Segment Start: INFORMATION SUPPLIED

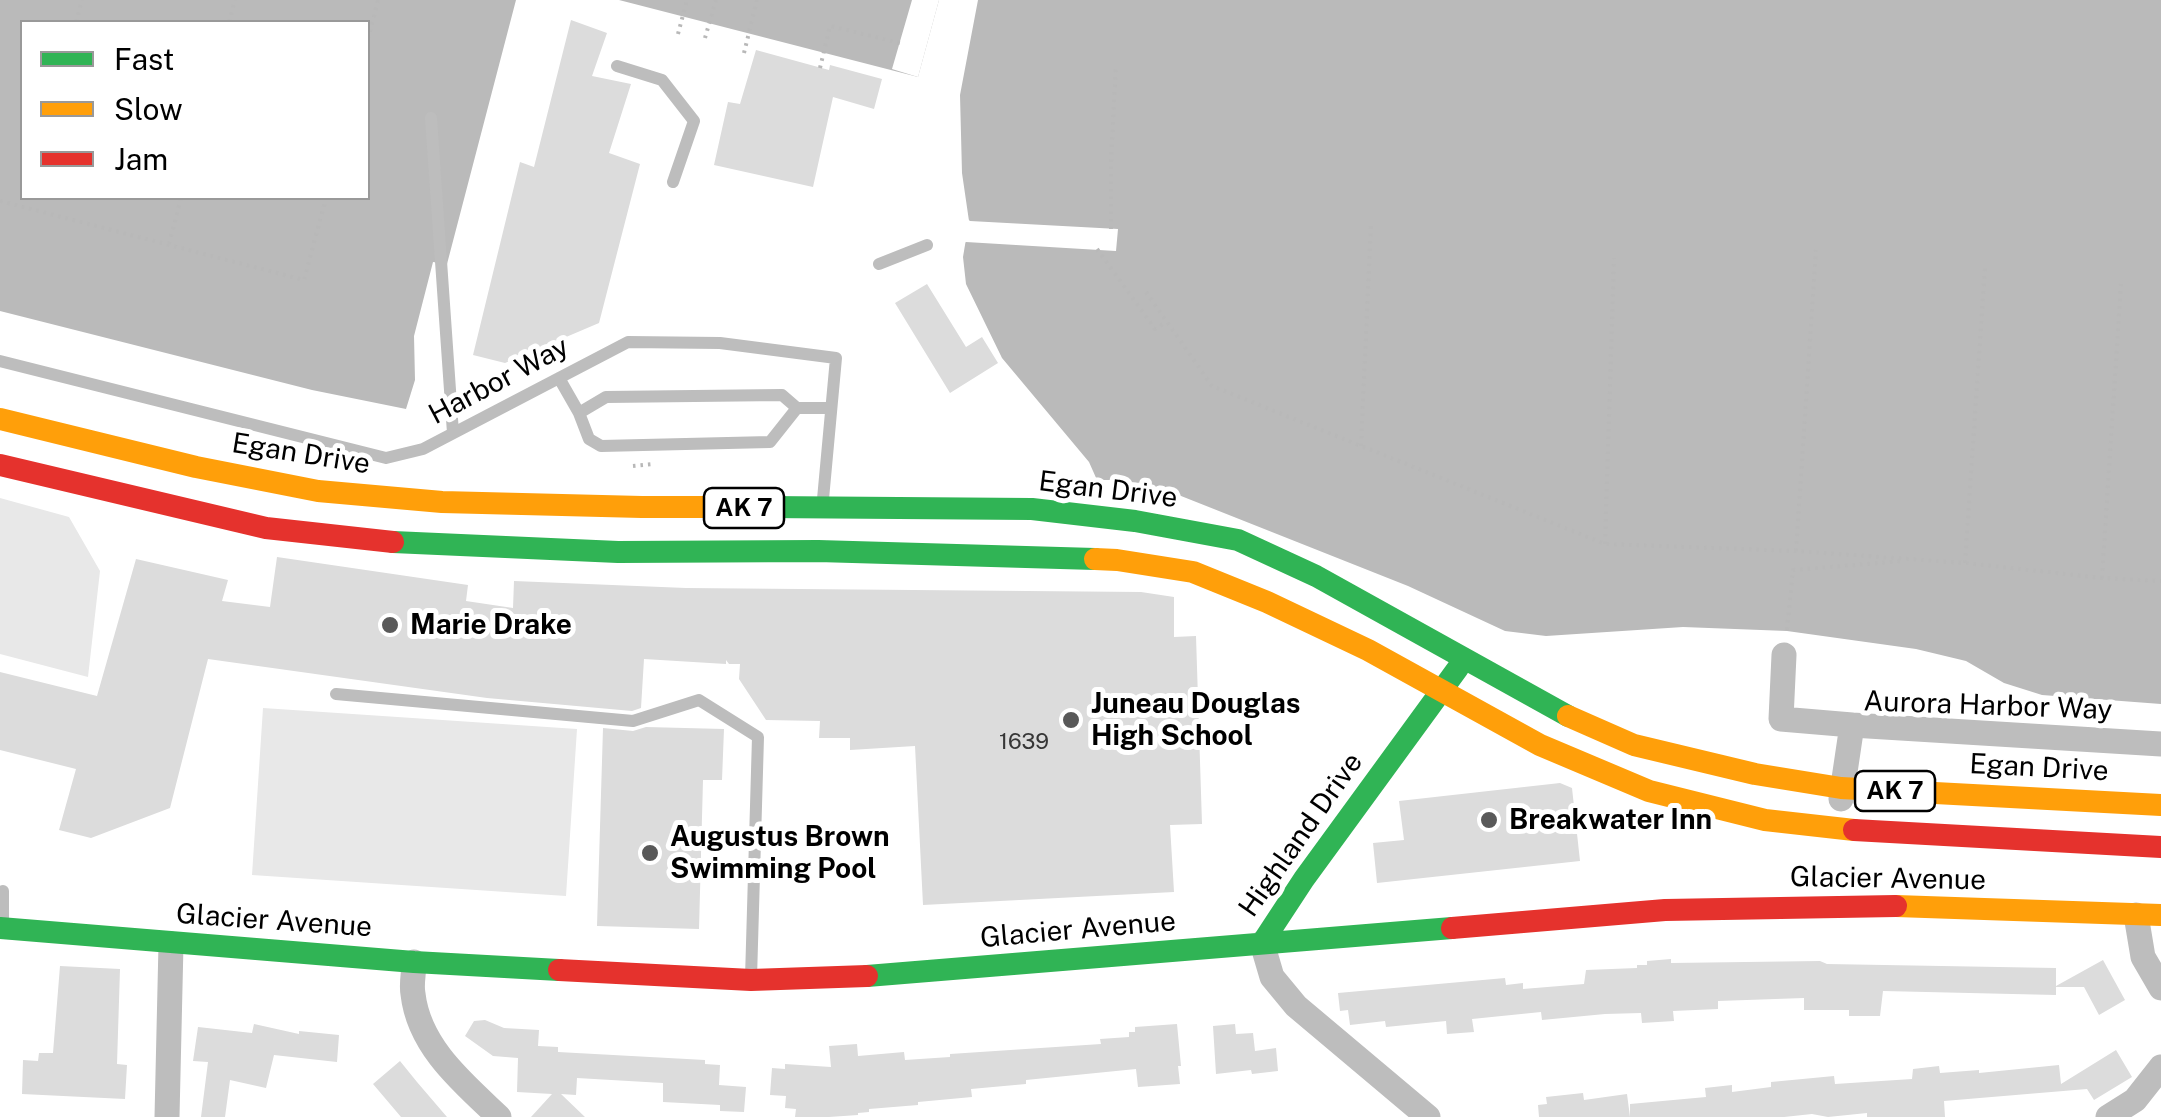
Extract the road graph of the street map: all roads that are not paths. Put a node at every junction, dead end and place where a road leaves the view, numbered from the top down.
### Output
1 (618, 66) dead end
2 (431, 118) dead end
3 (673, 182) dead end
4 (927, 244) dead end
5 (879, 264) dead end
6 (0, 361) edge
7 (559, 378) junction
8 (797, 408) junction
9 (832, 408) junction
10 (579, 413) junction
11 (0, 419) edge
12 (453, 433) junction
13 (0, 465) edge
14 (820, 530) junction
15 (1784, 654) road end
16 (1464, 660) junction
17 (1441, 689) junction
18 (336, 694) dead end
19 (1852, 725) junction
20 (2161, 744) edge
21 (1842, 788) junction
22 (2161, 805) edge
23 (1839, 828) junction
24 (2161, 847) edge
25 (4, 891) dead end
26 (2149, 915) edge
27 (1, 928) edge
28 (1262, 943) junction
29 (171, 944) junction
30 (414, 962) junction
31 (751, 980) junction
32 (2161, 988) edge
33 (2160, 1070) edge
34 (167, 1117) edge
35 (499, 1117) edge
36 (1428, 1117) edge
37 (2108, 1117) edge

1 - 3 lane
2 - 12 lane
4 - 5 lane
6 - 12 lane, Harbor Way
7 - 9 lane, Harbor Way
7 - 10 lane
7 - 12 lane, Harbor Way
8 - 9 lane
8 - 10 lane
8 - 10 lane
9 - 14 lane, Harbor Way
11 - 14 main road, Egan Drive / AK 7
13 - 14 main road, Egan Drive / AK 7
14 - 16 main road, Egan Drive / AK 7
14 - 17 main road, Egan Drive / AK 7
15 - 19 street
16 - 17 main road, Highland Drive
16 - 21 main road, Egan Drive / AK 7
17 - 23 main road, Egan Drive / AK 7
17 - 28 main road, Highland Drive
18 - 31 lane
19 - 20 street, Aurora Harbor Way
19 - 21 street, Aurora Harbor Way
21 - 22 main road, Egan Drive / AK 7
21 - 23 street, Aurora Harbor Way
23 - 24 main road, Egan Drive / AK 7
25 - 27 lane
26 - 28 main road, Glacier Avenue
26 - 32 street
27 - 29 main road, Glacier Avenue
28 - 31 main road, Glacier Avenue
28 - 36 street, Highland Drive
29 - 30 main road, Glacier Avenue
29 - 34 street
30 - 31 main road, Glacier Avenue
30 - 35 street
33 - 37 street

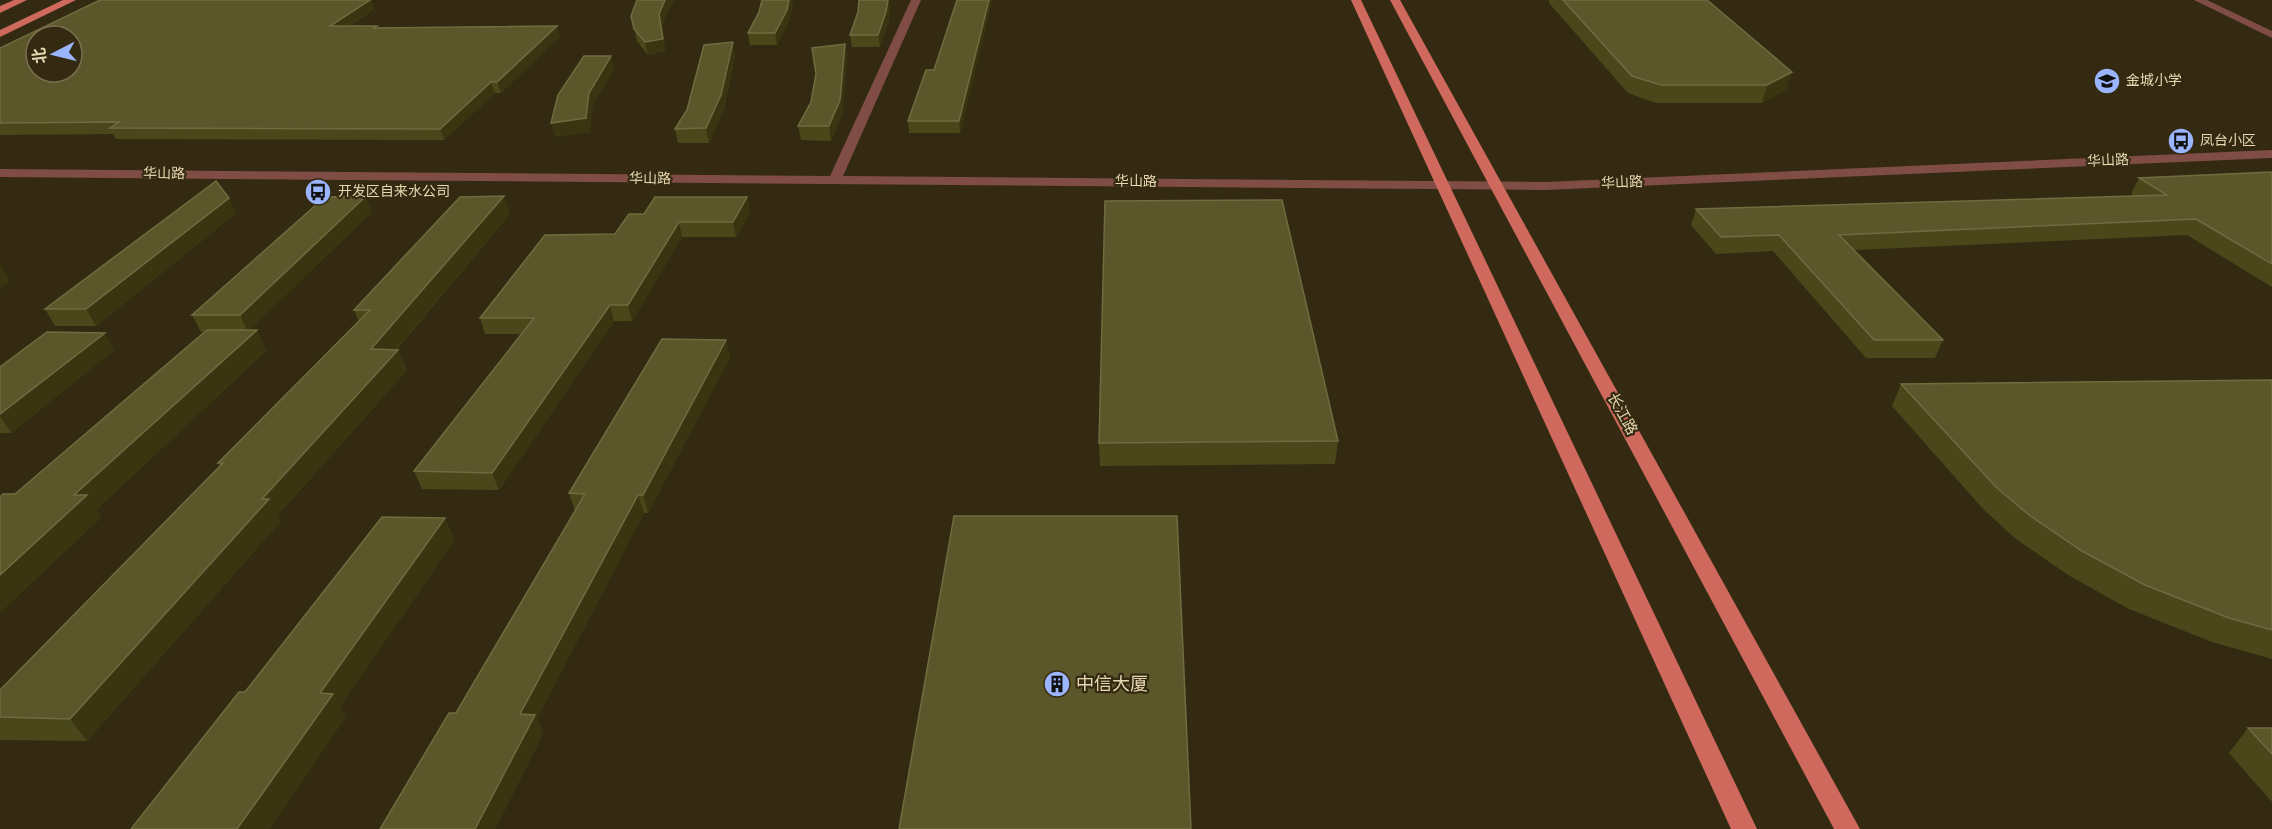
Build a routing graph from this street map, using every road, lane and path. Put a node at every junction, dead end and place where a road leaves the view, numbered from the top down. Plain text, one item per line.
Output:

Segment End: INFORMATION SUPPLIED

> [TASK ITEM]: Each line that has the word "every" counts once. How many such lines are in the data? Give the number alone.

> [TASK RESPONSE]: 2